▶ Your assignment:
Report each line of the entries below that includes "view".

Stored data entries
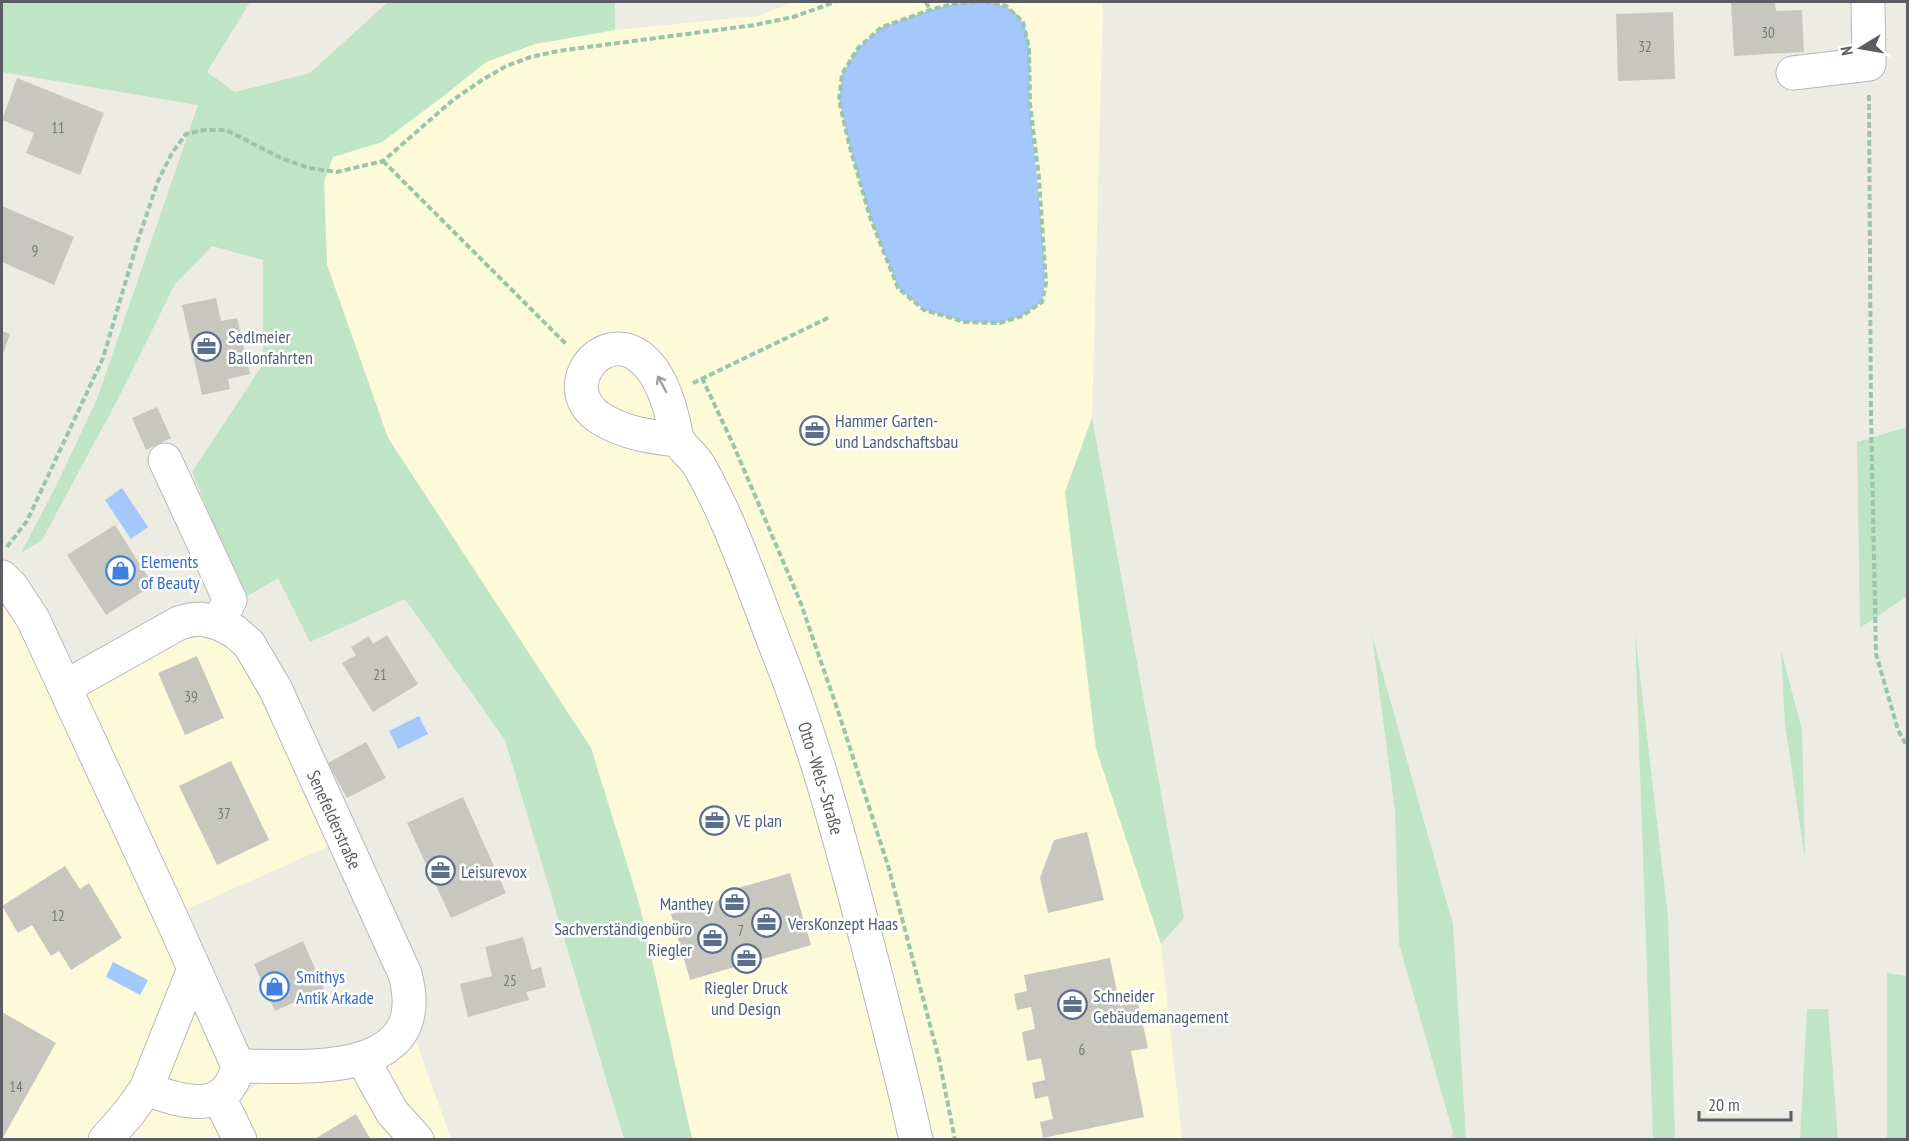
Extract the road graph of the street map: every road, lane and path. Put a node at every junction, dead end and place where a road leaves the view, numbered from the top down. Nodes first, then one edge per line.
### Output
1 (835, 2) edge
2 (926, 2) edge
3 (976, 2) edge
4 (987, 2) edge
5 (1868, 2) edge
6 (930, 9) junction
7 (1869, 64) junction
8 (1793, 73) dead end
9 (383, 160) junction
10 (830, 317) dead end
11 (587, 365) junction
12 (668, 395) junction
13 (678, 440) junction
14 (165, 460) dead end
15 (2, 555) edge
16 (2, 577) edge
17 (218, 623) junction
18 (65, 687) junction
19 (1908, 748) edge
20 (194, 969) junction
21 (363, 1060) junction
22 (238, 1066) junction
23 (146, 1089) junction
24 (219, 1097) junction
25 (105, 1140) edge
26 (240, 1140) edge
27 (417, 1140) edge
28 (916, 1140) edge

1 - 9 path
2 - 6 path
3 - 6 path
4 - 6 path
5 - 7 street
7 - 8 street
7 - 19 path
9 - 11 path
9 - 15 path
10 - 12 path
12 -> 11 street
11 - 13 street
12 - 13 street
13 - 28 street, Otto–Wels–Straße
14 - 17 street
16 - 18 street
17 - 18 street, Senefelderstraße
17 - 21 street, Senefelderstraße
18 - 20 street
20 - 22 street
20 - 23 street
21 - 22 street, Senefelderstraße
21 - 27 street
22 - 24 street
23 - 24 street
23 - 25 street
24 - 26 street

---

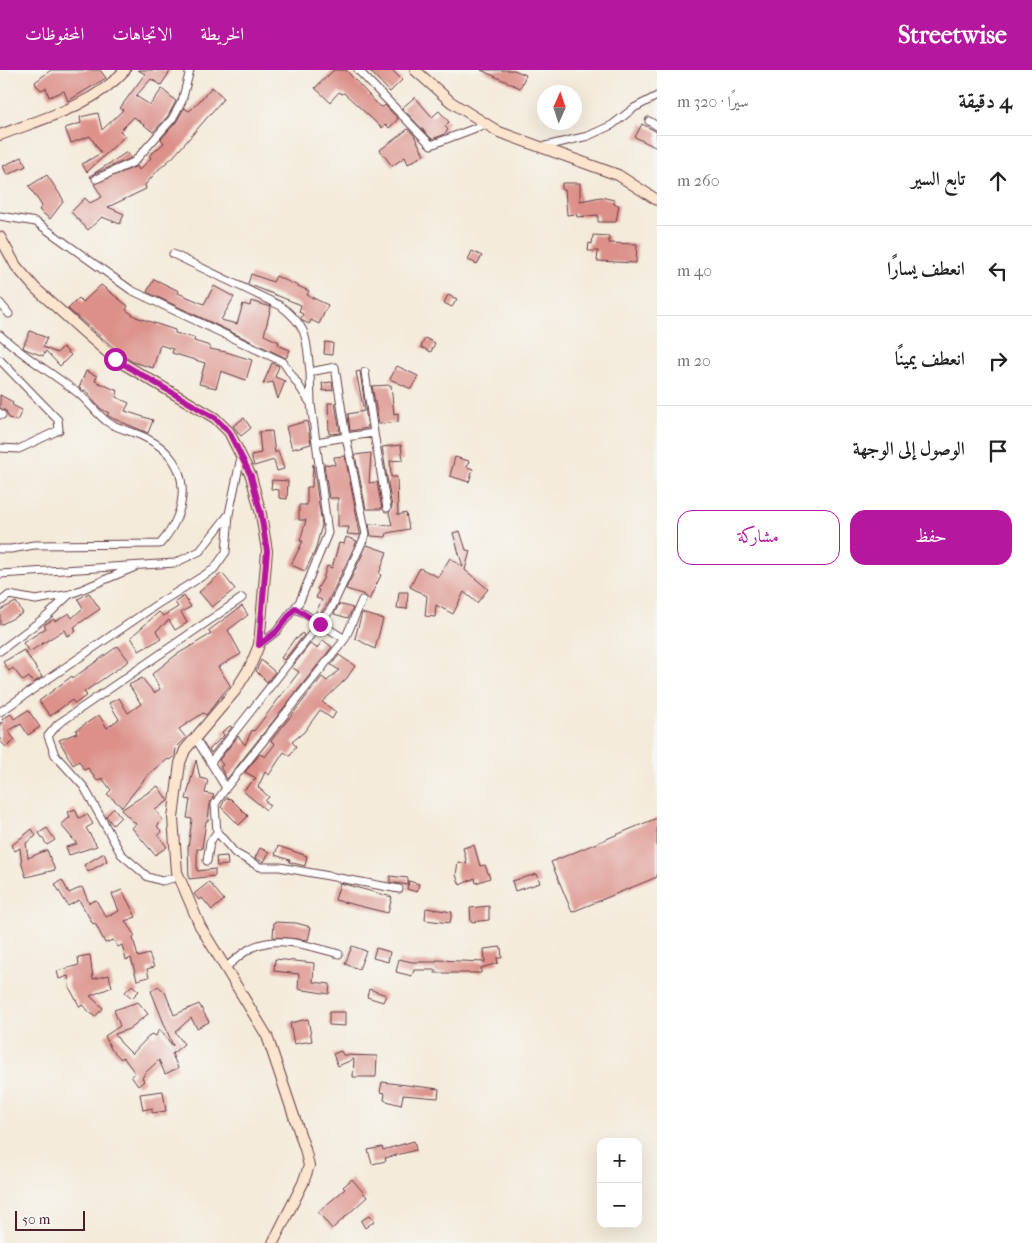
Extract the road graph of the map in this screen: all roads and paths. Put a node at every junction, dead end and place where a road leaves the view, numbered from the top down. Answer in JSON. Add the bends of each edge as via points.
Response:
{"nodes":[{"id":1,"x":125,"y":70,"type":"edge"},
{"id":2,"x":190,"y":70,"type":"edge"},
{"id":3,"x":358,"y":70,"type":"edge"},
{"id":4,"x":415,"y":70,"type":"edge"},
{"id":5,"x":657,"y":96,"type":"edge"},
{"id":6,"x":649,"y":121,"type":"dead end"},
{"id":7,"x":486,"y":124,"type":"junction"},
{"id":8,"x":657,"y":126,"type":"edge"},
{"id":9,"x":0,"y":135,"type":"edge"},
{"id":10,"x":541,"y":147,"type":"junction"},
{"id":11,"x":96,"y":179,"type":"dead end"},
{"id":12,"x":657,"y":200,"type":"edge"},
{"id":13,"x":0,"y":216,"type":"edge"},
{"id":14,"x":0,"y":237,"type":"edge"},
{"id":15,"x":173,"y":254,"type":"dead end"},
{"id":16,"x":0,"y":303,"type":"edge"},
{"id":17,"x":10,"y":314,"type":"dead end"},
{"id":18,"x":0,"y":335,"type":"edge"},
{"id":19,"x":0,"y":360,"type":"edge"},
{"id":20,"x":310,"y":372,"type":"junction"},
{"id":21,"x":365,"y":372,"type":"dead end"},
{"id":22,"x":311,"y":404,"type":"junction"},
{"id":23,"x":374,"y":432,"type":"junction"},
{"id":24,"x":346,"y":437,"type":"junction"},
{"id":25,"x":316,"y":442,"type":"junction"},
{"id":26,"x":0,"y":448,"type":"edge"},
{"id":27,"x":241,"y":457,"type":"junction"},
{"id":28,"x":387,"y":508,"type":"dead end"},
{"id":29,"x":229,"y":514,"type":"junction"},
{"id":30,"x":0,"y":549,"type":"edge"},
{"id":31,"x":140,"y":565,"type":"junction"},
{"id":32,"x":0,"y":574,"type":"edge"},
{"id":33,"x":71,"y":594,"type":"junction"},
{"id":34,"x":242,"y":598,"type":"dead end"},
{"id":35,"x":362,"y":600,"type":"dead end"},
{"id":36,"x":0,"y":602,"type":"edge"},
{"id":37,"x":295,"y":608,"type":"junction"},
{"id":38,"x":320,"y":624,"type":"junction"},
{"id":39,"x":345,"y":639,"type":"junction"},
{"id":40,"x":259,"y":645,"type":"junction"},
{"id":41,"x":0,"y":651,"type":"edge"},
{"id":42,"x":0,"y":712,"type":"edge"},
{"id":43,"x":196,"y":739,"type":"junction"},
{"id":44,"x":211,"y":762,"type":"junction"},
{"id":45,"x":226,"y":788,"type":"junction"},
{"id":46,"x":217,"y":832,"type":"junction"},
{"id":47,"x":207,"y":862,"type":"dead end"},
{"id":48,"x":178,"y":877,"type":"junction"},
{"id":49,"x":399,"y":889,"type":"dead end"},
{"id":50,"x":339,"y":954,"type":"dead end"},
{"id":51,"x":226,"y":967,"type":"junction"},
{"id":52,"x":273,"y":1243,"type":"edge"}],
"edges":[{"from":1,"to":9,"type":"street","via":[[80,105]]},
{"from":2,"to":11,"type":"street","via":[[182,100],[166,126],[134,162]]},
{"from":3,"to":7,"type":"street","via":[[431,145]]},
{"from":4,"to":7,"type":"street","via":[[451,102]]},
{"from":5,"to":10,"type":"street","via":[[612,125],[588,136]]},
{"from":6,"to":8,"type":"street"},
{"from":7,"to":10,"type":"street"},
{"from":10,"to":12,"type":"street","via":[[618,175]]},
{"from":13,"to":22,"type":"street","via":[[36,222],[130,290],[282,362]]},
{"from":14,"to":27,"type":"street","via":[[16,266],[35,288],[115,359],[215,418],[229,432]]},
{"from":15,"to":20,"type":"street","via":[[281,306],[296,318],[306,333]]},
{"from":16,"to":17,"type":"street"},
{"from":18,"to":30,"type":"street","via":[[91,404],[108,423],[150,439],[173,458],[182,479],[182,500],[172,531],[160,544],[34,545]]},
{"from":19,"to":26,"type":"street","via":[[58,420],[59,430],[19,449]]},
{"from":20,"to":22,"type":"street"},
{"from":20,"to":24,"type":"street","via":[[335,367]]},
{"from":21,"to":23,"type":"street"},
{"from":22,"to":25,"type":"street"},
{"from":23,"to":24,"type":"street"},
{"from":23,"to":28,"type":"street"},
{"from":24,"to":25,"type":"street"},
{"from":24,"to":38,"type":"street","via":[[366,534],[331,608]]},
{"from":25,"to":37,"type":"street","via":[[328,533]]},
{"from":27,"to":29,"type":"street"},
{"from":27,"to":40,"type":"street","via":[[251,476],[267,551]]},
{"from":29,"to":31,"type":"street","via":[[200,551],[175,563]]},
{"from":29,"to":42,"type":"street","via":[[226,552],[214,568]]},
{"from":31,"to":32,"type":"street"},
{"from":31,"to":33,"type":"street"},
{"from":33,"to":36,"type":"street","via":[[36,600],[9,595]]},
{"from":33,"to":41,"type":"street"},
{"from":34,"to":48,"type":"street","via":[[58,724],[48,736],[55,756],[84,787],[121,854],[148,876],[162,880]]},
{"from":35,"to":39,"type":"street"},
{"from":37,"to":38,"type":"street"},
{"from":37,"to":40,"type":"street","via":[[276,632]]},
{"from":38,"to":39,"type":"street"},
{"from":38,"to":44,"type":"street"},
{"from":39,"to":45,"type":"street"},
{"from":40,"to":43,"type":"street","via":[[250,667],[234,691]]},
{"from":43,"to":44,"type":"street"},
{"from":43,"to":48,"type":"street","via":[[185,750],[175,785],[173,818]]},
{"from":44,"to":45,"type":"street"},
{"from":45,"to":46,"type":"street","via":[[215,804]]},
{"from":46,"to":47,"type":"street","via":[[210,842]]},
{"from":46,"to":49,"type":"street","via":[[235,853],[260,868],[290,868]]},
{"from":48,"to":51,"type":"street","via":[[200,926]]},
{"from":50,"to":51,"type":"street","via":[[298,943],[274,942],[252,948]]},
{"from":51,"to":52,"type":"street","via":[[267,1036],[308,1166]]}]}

▶ Result for this exercise:
Extract the road graph of the street map: every road, lane and path. Put a node at every junction, dead end and place where a road leaves the view, numbered from the top down. Nodes first, then one edge per line.
Extract the road graph of the map in this screen: all roads and paths. Put a node at every junction, dead end and place where a road leaves the view, numbered from the top down. Answer in JSON. Add the bends of each edge as via points.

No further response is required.